I generally don’t watch soccer. I think it’s boring. Then again, I am American so my exposure to soccer is somewhat limited to moms in minivans, the U.S. Women’s National Team and that whole flinging-your-jersey-like-you-just-don’t-care thing, and something I used to do during Recess when I was a kid. Having said all that, I still know who Pele is (whether or not that’s a testament to my limited knowledge of soccer or his fame is debatable) and I most certainly know about the corrupt organization that manages the most profitable sports event in the world – FIFA and the World Cup. Excuse me. The World Cup.
According to a New York Times article, the president of FIFA, Sepp Blatter – the most powerful sports official on the planet – fired back confidently at a reporter when asked if he would resign amid all the allegations of corruption, “Why would I step down? That would mean I recognize that I did wrong.” In an impromptu announcement, just days later, and mostly to an empty room, he declared his resignation as FIFA’s president. This stunning announcement and apparent about-face by Mr. Blatter came on the heels of a police raid by Swiss authorities on a five-star hotel where seven high-ranking soccer officials were arrested and held for extradition to the U.S. on corruption charges. Before resigning, Mr. Blatter had been FIFA president for seventeen years and had been working for the organization in various capacities for over forty years.
Even a soccer-dud like me knows that Blatter’s resignation is HUGE. It’s big news because everyone in the whole world has known of FIFA’s antics for decades, but this is the first time anybody is doing anything about it. Let’s just consider some recent developments in FIFA history – to whet your appetite for the brazenly corrupt. According to ESPN Magazine’s June 8 issue, South Africa spent nearly $2.7 billion to host the ‘Cup back in 2010. Brazil spent a whopping $15 billion in 2014. It gets better: Russia, set to host in 2018, has already spent $20 billion and the event is still three years away! The tiny nation of Qatar “won” the bid to host the ‘Cup in 2022 and they are already projecting that it will cost them upwards of $200 billion. That’s “billion” with a “b.” Ostensibly, the money goes to building infrastructure like highways, parking lots, and – of course – stadiums. The real kicker, is that all of those billions of dollars are literally wasted because many of those stadiums will never host another event.

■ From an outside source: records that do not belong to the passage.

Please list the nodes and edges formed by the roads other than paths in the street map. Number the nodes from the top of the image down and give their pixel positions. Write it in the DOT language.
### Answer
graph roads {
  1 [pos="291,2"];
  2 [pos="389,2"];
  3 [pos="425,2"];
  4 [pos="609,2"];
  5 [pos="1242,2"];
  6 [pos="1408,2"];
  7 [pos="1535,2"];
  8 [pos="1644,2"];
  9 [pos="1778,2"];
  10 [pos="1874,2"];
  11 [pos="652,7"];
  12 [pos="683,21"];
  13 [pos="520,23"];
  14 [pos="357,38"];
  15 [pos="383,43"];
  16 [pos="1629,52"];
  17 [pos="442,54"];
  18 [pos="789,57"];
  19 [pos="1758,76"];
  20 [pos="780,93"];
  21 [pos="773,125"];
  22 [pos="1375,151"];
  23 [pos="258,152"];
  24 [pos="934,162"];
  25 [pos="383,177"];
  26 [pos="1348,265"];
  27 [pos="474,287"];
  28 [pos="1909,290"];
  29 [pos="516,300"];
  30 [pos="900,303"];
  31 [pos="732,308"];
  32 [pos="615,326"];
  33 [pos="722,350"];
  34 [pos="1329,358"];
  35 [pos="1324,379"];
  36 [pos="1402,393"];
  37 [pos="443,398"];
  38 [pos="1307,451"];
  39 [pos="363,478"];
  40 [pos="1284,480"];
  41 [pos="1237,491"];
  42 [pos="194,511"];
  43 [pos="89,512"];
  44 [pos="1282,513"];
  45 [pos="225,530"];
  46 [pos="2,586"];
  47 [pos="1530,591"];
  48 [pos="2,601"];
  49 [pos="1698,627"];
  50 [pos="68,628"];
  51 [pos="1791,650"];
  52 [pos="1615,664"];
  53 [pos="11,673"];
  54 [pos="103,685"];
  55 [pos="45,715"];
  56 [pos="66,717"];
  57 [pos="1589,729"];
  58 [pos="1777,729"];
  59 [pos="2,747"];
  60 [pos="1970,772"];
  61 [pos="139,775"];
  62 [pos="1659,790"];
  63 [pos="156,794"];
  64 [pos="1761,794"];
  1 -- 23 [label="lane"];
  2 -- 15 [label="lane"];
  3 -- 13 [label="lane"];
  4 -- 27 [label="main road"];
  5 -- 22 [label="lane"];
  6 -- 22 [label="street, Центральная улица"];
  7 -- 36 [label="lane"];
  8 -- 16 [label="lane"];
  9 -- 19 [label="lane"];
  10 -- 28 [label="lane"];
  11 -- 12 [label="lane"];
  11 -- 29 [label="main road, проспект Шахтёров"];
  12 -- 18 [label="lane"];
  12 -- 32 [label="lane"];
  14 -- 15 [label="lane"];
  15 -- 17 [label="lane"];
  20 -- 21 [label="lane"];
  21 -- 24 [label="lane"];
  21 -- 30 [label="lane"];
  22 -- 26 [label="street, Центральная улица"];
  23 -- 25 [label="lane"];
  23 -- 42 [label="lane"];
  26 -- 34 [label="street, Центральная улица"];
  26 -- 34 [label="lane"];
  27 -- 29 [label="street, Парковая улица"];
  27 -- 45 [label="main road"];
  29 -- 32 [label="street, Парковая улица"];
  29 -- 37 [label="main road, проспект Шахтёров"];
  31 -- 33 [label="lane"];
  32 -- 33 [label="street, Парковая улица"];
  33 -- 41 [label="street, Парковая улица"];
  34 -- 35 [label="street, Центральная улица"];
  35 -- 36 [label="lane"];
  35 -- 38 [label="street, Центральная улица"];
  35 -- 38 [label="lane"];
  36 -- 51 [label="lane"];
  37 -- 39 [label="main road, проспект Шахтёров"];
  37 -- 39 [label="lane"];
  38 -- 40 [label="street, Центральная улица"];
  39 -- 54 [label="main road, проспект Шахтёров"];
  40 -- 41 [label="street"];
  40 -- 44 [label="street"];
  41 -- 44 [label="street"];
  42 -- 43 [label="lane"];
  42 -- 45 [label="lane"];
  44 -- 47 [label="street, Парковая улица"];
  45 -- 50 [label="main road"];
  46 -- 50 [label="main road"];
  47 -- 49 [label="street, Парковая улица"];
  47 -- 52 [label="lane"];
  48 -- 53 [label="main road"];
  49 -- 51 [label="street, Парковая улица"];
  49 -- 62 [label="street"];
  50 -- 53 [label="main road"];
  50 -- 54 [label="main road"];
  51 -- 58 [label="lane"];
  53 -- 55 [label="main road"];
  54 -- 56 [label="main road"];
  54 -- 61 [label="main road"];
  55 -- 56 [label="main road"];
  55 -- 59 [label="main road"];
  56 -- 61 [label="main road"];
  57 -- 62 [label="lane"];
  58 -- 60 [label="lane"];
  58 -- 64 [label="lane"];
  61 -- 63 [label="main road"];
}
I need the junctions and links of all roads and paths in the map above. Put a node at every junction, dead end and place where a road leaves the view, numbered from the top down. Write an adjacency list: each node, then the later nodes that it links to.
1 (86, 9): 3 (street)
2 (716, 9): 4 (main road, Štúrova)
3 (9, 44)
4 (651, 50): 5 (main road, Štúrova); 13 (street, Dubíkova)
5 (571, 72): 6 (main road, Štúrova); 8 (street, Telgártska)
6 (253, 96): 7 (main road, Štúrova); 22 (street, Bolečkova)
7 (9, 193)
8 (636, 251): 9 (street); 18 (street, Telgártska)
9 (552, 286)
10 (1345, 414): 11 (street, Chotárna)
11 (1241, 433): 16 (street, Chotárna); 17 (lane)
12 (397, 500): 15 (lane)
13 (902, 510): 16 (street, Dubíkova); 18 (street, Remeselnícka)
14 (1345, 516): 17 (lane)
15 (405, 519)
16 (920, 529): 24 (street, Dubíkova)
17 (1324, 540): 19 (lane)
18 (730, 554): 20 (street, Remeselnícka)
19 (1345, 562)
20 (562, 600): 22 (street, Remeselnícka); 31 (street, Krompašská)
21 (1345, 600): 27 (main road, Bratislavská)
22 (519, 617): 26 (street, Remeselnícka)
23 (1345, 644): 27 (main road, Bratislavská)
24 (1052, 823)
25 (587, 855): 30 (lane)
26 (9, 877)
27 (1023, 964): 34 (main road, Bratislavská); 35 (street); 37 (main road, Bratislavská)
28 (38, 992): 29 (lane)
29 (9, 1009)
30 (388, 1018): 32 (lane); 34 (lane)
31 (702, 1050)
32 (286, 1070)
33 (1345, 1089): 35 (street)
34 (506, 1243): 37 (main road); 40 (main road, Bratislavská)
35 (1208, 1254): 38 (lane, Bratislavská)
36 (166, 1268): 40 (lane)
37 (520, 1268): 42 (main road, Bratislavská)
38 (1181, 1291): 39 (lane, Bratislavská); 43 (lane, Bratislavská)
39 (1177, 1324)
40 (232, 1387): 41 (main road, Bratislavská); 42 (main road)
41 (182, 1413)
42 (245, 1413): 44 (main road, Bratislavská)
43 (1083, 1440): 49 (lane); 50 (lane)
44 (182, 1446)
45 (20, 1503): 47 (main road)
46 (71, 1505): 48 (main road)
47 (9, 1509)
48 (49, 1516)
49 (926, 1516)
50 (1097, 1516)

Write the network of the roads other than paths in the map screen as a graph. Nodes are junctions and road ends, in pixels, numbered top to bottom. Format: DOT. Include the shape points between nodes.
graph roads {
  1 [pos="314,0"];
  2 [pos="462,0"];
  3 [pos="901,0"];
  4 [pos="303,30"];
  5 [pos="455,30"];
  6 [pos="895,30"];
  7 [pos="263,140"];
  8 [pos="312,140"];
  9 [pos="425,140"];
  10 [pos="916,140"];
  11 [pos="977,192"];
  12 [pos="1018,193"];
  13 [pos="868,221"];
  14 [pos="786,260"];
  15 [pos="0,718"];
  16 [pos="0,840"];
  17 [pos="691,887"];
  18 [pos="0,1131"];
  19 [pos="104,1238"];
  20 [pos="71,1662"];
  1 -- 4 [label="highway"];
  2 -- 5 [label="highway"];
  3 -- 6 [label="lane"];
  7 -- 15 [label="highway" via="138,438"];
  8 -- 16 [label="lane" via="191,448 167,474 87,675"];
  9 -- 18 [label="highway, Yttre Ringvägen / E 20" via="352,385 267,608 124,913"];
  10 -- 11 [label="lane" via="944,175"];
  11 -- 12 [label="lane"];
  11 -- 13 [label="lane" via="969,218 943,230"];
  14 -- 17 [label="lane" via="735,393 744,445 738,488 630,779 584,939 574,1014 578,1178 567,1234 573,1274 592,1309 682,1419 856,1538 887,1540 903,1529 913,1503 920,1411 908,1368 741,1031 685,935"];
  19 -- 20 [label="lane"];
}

Speaking of Qatar and its “winning” bid, a former member of that nation’s World Cup media team, Phaedra Almajid, accuses Qatari officials of bribing FIFA officials for the bid. He claims that he was “there in the room” when Qatari officials offered three different members of FIFA $1.5 million each for their respective votes. This is old news, by the way. In 2010, two reporters from the Sunday Times of London went undercover to expose possible corruption amongst FIFA officials. What they found out was that, apparently, it takes more than money to buy FIFA votes because Michel Zen-Ruffinen (then FIFA general secretary) stated quite brazenly that a few of them “could [be bought] with the ladies.” Oh, and let’s not forget what lengths the Russian delegates went to to garner votes for 2018. Apparently, someone stole a couple of paintings – a Picasso and a very valuable landscape – from Russia’s state art reserves and they somehow, magically, found their way into the hands of the French representative to FIFA and the president of UEFA, Michel Platini.
“That’s all great and all, Paul, but why should I care?” By the numbers, in Qatar, as reported by ESPN Magazine: 1,200 – the estimated number of workers who have died working on World Cup projects between 2010 and March 2014; 4,000 – the estimated number of workers who will die between now and the beginning of the 2022 World Cup at the current rate of deaths; 13 – the number of months some workers have waited to be paid for their work ($9.50 per day – can you say “slave state”?); 12 – the number of workers assigned to a room in some places; 8 – the number of Western journalists arrested by Qatari officials for reporting these atrocious figures. Now, I’m not a practicing Hindu, but those numbers say “bad karma” to me in big block letters.
Perhaps karma is the best way to describe what has happened to Sepp Blatter. As powerful as he was and as untouchable as he thought he was, there is no escaping, apparently, what one has sown. It will be interesting to see what new leadership brings to FIFA in the coming years. Will the new president usher in a new era for the most recognizable and most powerful sports authority on the planet or have soccer fans merely traded in the devil they know for a wholly unknown monster yet to be revealed? Only time can tell.